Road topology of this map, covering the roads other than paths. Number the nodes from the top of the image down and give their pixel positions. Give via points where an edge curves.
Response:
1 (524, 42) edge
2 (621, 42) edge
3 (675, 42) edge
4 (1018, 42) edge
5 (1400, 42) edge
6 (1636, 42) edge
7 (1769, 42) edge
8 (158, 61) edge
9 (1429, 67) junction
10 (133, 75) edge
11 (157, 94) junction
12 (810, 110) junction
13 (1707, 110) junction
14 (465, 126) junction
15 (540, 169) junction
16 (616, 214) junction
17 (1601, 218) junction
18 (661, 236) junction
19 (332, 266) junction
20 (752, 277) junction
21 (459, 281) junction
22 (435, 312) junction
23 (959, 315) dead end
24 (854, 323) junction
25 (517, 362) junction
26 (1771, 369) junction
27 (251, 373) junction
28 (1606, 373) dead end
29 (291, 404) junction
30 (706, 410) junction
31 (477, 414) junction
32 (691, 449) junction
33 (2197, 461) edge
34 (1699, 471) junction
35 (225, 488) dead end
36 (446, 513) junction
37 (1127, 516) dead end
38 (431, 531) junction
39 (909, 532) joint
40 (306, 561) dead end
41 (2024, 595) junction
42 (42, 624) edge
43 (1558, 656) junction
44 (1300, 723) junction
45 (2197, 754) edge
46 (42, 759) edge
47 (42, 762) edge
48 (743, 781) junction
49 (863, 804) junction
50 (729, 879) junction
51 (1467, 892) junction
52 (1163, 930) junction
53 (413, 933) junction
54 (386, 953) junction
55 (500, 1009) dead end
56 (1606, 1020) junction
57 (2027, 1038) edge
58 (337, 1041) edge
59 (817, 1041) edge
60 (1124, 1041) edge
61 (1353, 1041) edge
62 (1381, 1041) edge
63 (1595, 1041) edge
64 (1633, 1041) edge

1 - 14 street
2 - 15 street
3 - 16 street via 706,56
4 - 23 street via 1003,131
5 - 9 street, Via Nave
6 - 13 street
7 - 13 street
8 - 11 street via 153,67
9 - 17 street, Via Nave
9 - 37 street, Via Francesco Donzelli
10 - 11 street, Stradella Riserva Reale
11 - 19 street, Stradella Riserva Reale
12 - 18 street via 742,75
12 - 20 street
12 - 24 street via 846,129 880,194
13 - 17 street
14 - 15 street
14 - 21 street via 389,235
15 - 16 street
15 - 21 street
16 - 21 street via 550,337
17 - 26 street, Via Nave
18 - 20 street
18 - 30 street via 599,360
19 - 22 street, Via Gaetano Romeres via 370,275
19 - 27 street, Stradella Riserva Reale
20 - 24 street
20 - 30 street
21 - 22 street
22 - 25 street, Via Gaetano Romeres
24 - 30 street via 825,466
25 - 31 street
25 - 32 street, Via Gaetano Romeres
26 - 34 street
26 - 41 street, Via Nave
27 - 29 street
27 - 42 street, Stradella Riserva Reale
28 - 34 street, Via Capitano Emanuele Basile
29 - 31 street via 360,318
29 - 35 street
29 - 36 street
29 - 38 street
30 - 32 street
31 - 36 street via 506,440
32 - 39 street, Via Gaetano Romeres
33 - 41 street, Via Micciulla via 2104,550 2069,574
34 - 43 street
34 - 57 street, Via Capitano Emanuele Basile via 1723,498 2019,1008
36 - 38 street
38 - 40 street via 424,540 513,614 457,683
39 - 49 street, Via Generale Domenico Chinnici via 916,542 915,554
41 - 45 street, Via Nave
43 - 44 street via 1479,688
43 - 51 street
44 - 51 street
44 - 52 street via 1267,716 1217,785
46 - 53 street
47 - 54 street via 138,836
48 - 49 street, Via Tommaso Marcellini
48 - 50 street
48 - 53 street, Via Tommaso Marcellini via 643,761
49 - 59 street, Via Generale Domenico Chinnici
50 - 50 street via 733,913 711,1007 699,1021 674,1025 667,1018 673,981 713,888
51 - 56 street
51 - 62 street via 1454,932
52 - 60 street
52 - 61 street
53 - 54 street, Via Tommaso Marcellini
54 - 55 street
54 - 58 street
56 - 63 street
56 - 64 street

:::

**What to work on**
Read the data above. Pull out each line in which the string "Stradella" appears.

**Answer section**
10 - 11 street, Stradella Riserva Reale
11 - 19 street, Stradella Riserva Reale
19 - 27 street, Stradella Riserva Reale
27 - 42 street, Stradella Riserva Reale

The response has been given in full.